What matters most for Schimmelpfennig is aid that addresses the loss of dignity and the loss of control that accompanies poverty. “Often times people are poor because they don’t have jobs that pay a living a wage. It’s far more important for that family to have a job than handouts, so they can choose for themselves what they want to purchase. Choice, dignity and jobs. These are the key areas that good aid addresses.”
These are also the areas that one of the better socially conscious start-ups, online eyewear retailer Warby Parker, is working to address. While the company’s official tagline is “Buy a Pair, Give a Pair,” a more apt description of Warby Parker’s model would be “buy a pair, make a pair available for purchase through a local entrepreneur cultivated by our partner nonprofit.” Rather than handing out eyeglasses, Warby Parker provides an undisclosed percentage of each purchase to Dr. Jordan Kassalow’s organization VisionSpring, which uses the funds to produce inexpensive glasses and provide training for local “vision entrepreneurs” in developing countries. Those entrepreneurs sell the eyewear priced affordably in the local market.
Having served their millionth customer in June 2012, VisionSpring has sold as many pairs of glasses to communities in need with the help of Warby Parker and other partners as Toms has given away shoes. The difference is VisionSpring has also created 9,000 new jobs for vision entrepreneurs and generated an economic impact of $224 million, whereas Toms has left a demonstrably less sustainable impact that will wear thin when the next pair of soles are needed. Apparently, not all BoGo businesses are built alike.
Eli Marmar of Freewaters is cognizant of the potential for good—and bad—in his company’s impact. Currently, Freewaters builds the cost of drilling wells into each pair of sandals sold. That money goes to a small team in Kenya working directly for Freewaters, which is responsible for everything from identifying communities in need to the drilling of the actual wells and doing maintenance thereafter. It remains a grassroots operation and its impact is limited to however many wells the team can drill and maintain per day.

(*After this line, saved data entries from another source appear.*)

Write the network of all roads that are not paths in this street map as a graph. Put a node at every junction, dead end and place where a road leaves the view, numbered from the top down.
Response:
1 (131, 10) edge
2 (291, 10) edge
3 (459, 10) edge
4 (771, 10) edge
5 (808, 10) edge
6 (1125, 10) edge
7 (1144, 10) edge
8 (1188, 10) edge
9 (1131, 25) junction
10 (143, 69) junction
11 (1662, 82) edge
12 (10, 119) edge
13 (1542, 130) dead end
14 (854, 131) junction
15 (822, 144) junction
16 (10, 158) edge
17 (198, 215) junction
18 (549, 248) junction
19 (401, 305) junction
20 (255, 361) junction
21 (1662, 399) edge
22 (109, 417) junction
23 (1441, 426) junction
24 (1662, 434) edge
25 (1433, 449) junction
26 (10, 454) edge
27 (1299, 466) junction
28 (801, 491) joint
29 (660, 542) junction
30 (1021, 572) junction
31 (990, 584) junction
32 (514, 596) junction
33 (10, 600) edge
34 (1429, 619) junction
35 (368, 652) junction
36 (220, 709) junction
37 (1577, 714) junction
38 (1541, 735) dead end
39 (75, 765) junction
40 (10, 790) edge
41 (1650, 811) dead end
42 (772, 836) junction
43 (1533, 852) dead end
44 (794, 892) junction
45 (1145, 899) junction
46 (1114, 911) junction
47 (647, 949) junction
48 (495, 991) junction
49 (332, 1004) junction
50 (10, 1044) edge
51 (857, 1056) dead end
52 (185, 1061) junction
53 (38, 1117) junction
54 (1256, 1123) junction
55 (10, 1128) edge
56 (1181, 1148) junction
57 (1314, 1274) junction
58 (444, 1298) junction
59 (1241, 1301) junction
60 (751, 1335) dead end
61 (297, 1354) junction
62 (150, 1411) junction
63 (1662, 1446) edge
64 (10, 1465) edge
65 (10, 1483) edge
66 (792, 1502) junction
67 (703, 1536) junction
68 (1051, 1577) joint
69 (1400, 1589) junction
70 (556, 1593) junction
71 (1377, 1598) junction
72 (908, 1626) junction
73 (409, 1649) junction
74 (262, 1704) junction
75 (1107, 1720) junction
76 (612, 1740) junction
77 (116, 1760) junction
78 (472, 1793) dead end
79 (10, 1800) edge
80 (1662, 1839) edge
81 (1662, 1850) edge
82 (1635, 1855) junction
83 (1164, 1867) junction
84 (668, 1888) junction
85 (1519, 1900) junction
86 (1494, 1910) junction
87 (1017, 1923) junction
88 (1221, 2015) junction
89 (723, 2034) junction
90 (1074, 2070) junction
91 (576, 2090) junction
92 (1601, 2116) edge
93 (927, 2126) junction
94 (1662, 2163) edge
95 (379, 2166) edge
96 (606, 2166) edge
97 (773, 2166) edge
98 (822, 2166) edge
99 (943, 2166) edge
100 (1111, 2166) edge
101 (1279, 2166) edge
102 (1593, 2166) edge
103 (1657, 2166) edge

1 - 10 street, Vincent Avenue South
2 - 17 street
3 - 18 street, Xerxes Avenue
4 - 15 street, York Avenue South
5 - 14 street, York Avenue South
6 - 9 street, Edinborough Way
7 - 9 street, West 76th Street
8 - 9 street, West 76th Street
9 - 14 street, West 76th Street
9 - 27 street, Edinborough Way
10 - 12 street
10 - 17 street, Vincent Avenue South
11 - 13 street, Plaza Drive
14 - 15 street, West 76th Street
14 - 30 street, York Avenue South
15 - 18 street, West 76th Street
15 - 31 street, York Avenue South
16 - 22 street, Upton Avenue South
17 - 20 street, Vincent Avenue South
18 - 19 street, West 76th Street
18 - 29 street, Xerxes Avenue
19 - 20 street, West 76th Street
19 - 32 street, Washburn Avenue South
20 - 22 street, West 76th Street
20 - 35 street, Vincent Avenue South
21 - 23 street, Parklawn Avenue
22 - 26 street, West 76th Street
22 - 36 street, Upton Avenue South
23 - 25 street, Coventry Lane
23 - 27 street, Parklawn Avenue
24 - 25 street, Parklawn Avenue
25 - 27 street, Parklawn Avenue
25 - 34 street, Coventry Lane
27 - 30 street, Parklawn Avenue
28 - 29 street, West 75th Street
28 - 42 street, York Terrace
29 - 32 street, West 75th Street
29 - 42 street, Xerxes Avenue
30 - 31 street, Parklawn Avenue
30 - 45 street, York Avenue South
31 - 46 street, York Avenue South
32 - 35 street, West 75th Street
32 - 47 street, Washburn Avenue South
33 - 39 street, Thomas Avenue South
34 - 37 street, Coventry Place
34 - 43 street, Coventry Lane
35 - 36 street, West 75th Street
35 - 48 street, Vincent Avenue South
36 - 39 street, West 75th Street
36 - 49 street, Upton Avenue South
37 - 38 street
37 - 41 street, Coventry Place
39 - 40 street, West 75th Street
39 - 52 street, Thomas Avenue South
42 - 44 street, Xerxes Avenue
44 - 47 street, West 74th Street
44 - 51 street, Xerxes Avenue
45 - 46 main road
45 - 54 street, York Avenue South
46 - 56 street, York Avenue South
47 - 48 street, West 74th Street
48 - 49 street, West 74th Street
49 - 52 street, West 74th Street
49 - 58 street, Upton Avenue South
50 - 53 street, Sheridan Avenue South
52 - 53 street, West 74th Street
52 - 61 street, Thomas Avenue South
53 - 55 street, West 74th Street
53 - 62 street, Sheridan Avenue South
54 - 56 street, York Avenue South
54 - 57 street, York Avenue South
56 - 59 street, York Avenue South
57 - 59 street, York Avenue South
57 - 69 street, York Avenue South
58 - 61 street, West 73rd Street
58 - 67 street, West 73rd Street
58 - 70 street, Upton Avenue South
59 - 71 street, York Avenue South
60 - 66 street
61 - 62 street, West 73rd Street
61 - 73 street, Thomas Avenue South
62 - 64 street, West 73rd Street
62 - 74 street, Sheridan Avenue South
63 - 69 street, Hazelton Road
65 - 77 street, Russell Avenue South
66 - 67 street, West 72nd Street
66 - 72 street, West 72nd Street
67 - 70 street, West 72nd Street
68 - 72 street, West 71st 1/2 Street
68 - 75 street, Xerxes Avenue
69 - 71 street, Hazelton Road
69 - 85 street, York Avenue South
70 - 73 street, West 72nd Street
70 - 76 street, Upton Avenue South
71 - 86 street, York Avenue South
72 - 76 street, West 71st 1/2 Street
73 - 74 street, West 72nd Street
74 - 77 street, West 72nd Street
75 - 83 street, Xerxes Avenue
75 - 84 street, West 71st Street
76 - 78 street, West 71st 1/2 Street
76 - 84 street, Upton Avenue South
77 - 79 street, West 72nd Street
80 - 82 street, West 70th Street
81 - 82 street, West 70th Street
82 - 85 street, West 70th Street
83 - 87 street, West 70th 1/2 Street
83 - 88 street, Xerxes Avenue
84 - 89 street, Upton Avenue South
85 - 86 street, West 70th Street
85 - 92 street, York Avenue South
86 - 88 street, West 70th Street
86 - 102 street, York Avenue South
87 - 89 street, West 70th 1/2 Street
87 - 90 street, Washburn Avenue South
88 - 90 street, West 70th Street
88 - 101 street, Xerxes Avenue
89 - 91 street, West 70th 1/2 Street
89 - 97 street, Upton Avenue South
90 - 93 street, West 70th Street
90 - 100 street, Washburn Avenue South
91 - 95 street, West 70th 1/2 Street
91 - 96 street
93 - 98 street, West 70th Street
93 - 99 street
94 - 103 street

Moving forward, Marmar recognizes the need to scale the model differently. “We’d like to eventually empower local people to dig their own wells. We would shift from being the facilitator of the wells to being an educator. We would provide the training and resources as needed, but let them do the work themselves.” By cultivating local water entrepreneurs, he hopes the impact of Freewaters’ clean drinking water endeavor remains a sustainable one, because Eli Marmar wants to ensure that his company’s good intentions are turned into good aid—one pair of sandals at a time.